Acacia aprepta, commonly known as Miles mulga, is a species of flowering plant in the family Fabaceae and is endemic to south-eastern Queensland. It is a spreading tree with furrowed bark, linear flat or slightly curved phyllodes, up to 3 spikes of yellow flowers, and linear, papery pods up to about 60 mm long.

==Description==
Acacia aprepta is a spreading tree that typically grows to a height of up to 10 m and has dark, furrowed bark. Its phyllodes are linear, flat or slightly curved, 35–85 mm long, 3–8 mm wide, leathery and olive green. The flowers are borne in up to 3 spikes 6–35 mm long in the axils of phyllodes and are yellow. Flowering mostly occurs from October to January, and the pods are light brown, papery, linear or very narrowly oblong and raised over the seeds, 25–60 mm long and about 5–10 mm wide. The seeds are dark brown, 2.3–3.5 mm long.

==Taxonomy==
Acacia aprepta was first formally described in 1974 by Leslie Pedley in Contributions from the Queensland Herbarium.

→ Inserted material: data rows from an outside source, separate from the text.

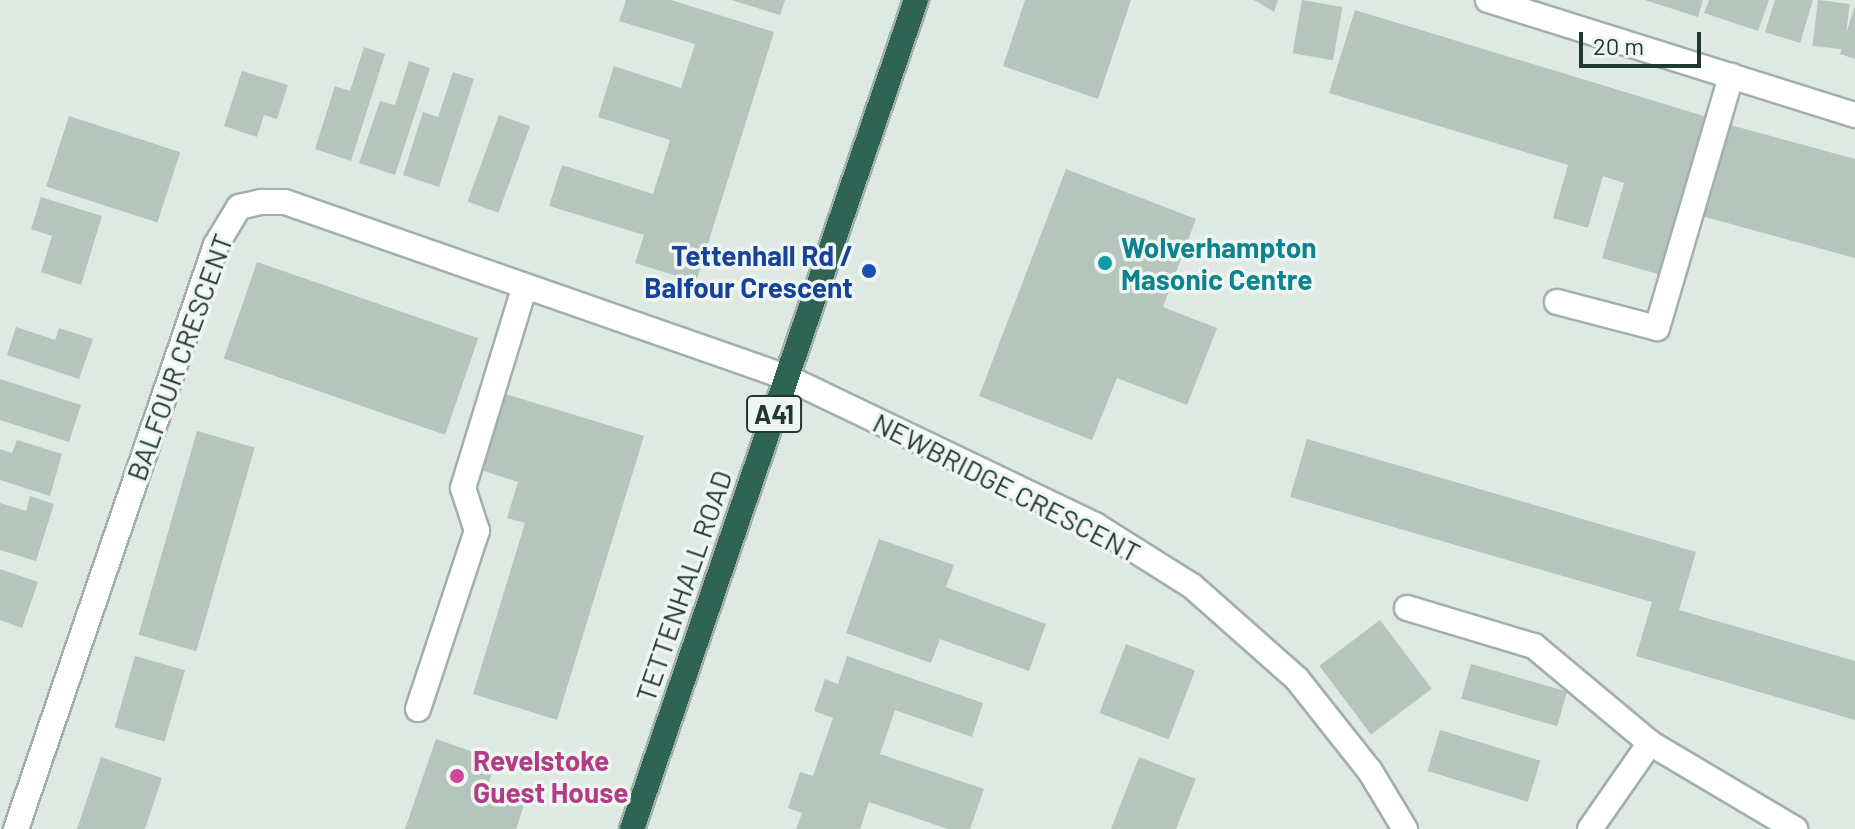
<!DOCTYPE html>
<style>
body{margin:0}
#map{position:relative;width:1855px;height:829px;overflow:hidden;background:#dfe9e4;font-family:Barlow,sans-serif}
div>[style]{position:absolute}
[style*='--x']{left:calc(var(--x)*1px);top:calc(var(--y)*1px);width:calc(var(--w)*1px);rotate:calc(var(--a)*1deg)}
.building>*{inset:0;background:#b5c4bd;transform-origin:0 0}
.roads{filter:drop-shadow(2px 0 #a2b0aa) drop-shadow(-2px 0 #a2b0aa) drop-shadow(0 2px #a2b0aa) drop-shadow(0 -2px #a2b0aa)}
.minor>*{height:24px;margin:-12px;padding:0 12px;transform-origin:12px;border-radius:12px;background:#fff}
.highway>*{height:24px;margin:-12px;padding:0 12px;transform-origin:12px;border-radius:12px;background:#2f6353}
.dots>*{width:22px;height:22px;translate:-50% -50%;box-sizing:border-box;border:4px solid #eff6f2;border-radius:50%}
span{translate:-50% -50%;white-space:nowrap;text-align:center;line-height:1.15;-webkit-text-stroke:7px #eff6f2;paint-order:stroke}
.shield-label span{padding:2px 6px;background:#eff6f2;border:2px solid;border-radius:6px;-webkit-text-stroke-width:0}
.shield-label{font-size:26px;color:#213830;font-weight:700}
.culture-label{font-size:28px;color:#0d838f;font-weight:700}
.left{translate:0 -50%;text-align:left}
.transit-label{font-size:28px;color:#164399;font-weight:700}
.right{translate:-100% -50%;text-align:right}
.street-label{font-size:28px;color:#213830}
.hotel-label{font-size:28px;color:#b23c85;font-weight:700}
.scale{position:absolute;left:1579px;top:32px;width:122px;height:36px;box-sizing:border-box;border:4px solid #213830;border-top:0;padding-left:10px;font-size:24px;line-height:28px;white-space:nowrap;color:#213830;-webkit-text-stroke:6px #eff6f2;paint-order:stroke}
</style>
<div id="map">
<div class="building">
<div style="clip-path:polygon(626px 0,671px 0,774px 32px,696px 282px,635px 263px,644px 235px,549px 206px,562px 165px,653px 194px,670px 140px,598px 117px,614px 66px,681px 88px,695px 44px,619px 21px)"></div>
<div style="clip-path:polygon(731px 0,785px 0,780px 15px)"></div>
<div style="clip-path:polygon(1025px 0,1131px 0,1098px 99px,1003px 66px)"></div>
<div style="clip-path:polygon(1254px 0,1278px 0,1274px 12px)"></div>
<div style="left:1302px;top:0;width:41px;height:54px;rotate:10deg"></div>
<div style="clip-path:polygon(1645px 0,1703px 0,1698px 17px)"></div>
<div style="clip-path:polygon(1709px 0,1769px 0,1758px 31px,1704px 13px)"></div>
<div style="clip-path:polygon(1775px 0,1813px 0,1800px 43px,1765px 32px)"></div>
<div style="left:1818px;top:0;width:32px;height:46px;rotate:7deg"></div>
<div style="clip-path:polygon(1854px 8px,1855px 8px,1855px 59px,1840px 54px)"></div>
<div style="clip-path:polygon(1355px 10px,1707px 117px,1661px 275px,1602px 258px,1624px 183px,1603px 176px,1588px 228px,1553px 218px,1568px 165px,1329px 93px)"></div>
<div style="clip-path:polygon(364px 47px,385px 54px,351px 161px,315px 149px,335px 86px,350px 91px)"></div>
<div style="clip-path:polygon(409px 61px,430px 68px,395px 175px,359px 163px,380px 101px,395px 105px)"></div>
<div style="clip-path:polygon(242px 71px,288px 85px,277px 119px,264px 115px,257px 137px,224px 126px)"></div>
<div style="clip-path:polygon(453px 72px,474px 79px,439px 187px,403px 175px,423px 112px,438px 117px)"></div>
<div style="left:499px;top:115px;width:33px;height:92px;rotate:20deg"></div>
<div style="left:69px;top:116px;width:117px;height:74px;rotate:18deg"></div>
<div style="clip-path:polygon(1723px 123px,1855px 159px,1855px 258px,1698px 215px)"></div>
<div style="clip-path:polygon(1066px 169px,1196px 219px,1163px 307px,1217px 328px,1187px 405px,1117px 378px,1092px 440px,979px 396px)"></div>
<div style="clip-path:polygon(41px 197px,102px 216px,81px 285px,41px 272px,52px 236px,31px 229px)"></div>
<div style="left:257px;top:262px;width:234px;height:102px;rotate:19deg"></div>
<div style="clip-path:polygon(16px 327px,55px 340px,59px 328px,93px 339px,79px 379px,7px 355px)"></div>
<div style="clip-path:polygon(0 379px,81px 405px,69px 442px,0 420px)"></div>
<div style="clip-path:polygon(502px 393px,644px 436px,557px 720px,473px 694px,525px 523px,507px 518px,518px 482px,478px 469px)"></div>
<div style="left:197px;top:431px;width:60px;height:212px;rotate:16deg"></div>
<div style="clip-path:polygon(1307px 439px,1696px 552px,1679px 610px,1855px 661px,1855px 720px,1636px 656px,1652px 602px,1290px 497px)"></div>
<div style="clip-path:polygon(17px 440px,62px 454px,50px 496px,0 480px,0 449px,12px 453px)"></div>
<div style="clip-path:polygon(30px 496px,54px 504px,36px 561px,0 550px,0 503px,26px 511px)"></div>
<div style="clip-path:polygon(879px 539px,954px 565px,946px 587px,1046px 624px,1029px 671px,940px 639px,931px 663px,846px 633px)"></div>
<div style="clip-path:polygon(0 569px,38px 582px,22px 628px,0 620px)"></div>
<div style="left:1380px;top:620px;width:86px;height:76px;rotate:53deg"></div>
<div style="left:1126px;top:644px;width:74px;height:74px;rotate:21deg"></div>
<div style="left:135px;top:656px;width:52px;height:74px;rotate:16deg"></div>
<div style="clip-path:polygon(847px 656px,983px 703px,972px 737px,895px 710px,880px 754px,984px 789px,970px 829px,948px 829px,869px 802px,860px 829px,796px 829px,802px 813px,788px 808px,800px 772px,813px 776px,833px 718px,814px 711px,825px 679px,838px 684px)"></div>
<div style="left:1471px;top:664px;width:100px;height:36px;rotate:16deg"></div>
<div style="left:1440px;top:730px;width:105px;height:43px;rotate:17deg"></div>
<div style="clip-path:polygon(436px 739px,496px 760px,486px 792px,524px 805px,516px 829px,405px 829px)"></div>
<div style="clip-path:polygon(101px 757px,162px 778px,145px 829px,77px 829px)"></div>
<div style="clip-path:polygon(1139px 757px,1196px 779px,1176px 829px,1111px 829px)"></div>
</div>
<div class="roads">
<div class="minor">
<div style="--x:1488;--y:0;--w:385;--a:17.4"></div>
<div style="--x:1557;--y:302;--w:103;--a:14.6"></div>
<div style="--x:1657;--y:328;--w:263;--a:-73.6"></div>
<div style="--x:1407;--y:608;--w:133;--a:16.7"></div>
<div style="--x:1534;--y:646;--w:151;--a:39.9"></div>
<div style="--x:1650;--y:743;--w:169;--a:30.7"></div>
<div style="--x:418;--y:709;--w:188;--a:-71.7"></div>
<div style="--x:477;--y:531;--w:45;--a:-108"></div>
<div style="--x:463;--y:488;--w:209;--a:-73"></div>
<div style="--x:16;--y:829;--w:617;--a:-71.1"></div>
<div style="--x:216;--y:245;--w:44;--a:-58.8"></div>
<div style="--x:239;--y:207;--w:23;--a:-13"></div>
<div style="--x:261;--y:202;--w:24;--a:0"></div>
<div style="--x:285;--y:202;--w:531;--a:19.25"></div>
<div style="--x:786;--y:377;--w:343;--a:25.6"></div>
<div style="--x:1095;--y:525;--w:115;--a:32.2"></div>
<div style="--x:1192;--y:586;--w:140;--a:41.5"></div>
<div style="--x:1297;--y:679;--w:117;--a:51.6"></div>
<div style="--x:1370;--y:771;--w:68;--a:58.9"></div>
<div style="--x:1590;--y:829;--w:105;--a:-55.1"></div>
</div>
<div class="highway">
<div style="--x:632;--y:829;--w:876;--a:-71.09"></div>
</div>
</div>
<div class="dots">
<div style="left:1105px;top:263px;background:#0f9aa8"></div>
<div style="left:869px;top:271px;background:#1a4fb4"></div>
<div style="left:457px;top:776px;background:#d1479c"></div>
</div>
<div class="shield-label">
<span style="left:774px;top:414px">A41</span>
</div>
<div class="culture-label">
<span class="left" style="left:1121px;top:263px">Wolverhampton<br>Masonic Centre</span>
</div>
<div class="transit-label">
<span class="right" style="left:853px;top:271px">Tettenhall Rd /<br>Balfour Crescent</span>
</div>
<div class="street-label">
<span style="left:179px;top:357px;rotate:-70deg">BALFOUR CRESCENT</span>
<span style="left:1007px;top:487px;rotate:27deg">NEWBRIDGE CRESCENT</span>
<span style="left:683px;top:586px;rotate:-71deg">TETTENHALL ROAD</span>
</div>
<div class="hotel-label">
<span class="left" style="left:473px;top:776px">Revelstoke<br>Guest House</span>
</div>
<div class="scale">20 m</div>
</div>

==Distribution and habitat==
Miles mulga grows in thickets or dense populations in the western parts of the Darling Downs and around Maranoa, where it grows in shallow gravelly or loamy sandy soils often over sandstone.

==Conservation status==
Acacia aprepta is listed as of "least concern" under the Queensland Government Nature Conservation Act 1992.